Inadvertent Lessons from Judge Kavanaugh’s Confirmation Hearing

Inadvertent Lessons from Judge Kavanaugh’s Confirmation Hearing

Heather Stinson

As the confirmation hearings for Supreme Court nominee, Judge Brett Kavanaugh, continue to heat up, with now three women coming forward proclaiming that there is a side to Judge Kavanaugh that should be known by the Senate Judiciary Committee before a vote as to whether he should be promoted to the highest Court, I am struck by two unrelated concerns.
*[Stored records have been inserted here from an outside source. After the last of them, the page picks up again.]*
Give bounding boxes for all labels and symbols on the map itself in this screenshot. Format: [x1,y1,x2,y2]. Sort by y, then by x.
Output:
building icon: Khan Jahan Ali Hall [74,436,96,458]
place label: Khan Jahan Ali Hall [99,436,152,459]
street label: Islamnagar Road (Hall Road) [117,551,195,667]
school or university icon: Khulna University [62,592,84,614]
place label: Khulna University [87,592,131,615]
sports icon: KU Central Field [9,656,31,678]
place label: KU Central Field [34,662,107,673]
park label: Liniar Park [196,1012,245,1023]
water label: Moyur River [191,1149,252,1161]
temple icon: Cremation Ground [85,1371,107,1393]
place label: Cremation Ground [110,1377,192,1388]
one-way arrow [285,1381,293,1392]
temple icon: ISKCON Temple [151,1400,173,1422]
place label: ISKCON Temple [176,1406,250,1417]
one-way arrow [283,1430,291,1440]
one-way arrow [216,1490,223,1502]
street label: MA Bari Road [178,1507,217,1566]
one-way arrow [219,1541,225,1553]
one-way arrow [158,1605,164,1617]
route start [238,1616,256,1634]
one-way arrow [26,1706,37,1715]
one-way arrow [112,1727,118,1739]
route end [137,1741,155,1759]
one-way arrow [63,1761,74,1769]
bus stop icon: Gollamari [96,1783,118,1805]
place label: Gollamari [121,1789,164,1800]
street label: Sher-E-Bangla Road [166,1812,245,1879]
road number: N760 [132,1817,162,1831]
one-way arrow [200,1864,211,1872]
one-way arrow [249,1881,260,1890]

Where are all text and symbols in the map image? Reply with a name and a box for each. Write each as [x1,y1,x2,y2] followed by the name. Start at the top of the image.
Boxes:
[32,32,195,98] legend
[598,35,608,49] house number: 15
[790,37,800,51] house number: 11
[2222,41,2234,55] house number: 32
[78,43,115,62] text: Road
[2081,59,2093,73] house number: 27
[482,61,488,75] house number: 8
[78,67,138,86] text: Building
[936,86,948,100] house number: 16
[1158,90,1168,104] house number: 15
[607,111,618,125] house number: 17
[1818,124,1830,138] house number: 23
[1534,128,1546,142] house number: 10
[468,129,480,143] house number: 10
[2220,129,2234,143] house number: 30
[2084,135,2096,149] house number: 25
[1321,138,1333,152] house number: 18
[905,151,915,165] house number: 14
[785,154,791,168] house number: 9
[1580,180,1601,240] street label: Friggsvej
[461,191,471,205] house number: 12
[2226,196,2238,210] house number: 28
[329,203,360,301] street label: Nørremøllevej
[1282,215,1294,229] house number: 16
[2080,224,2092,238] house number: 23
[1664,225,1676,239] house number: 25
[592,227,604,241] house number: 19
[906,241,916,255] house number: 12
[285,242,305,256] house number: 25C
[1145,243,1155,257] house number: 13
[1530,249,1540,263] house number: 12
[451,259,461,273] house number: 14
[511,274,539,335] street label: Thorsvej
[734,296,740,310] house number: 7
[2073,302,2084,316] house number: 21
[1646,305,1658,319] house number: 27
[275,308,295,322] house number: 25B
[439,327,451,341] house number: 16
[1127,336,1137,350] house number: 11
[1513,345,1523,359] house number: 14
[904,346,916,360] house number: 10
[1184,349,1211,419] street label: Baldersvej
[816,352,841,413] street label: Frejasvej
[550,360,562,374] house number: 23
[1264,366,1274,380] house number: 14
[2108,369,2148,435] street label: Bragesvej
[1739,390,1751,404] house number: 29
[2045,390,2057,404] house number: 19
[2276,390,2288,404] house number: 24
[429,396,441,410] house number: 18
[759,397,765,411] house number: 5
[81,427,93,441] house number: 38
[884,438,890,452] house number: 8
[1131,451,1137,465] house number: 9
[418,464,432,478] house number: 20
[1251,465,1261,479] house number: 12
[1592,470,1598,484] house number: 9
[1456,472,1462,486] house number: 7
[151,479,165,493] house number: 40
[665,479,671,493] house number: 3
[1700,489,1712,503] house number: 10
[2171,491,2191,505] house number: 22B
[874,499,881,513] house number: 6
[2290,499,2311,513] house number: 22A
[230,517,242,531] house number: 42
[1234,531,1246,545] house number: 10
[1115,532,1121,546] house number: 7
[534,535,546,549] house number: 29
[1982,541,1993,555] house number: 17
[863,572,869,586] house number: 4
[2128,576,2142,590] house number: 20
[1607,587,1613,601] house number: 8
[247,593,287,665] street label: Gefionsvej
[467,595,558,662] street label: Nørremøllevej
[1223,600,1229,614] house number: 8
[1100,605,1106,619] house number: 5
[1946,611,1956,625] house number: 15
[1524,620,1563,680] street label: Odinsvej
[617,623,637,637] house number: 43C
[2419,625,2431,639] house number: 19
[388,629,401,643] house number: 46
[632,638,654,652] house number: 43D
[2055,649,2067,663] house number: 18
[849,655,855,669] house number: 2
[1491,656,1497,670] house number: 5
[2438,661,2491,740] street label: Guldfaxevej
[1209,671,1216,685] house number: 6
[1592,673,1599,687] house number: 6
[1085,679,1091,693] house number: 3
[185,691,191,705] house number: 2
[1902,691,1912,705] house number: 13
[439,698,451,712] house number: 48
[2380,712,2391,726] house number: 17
First, is this notion that a person is only capable of being one version of themselves at all times, in all places, with all types of people. Many who have known Judge Kavanaugh in various capacities over the years have made statements or submitted signatures vouching for him, since in their experience they never witnessed any behavior that would give them pause or concern. In my previous role with the Independent Reconciliation Compensation Program (“IRCP”), which is tasked with compensating victims of childhood sexual abuse by clergy covering five different Diocese in New York, I learned quickly that people are in fact capable of being more than one type of person. Certainly, those who were victims of clergy sexual abuse also learned this lesson when they witnessed their abusers lovingly administering mass on Sunday after having raped them the night before. Many of those same victims were not believed because their families and friends in the parish could not square their good interactions with the parish priest with the allegations of abuse being lodged. Thus, we must dispense with the notion that Judge Kavanaugh, or any person for that matter, is only ever always good or always bad in behavior. After all, not even the vilest pedophile priest was abusive to all children in a parish, to some he was the embodiment of God himself. How can you get much better than that?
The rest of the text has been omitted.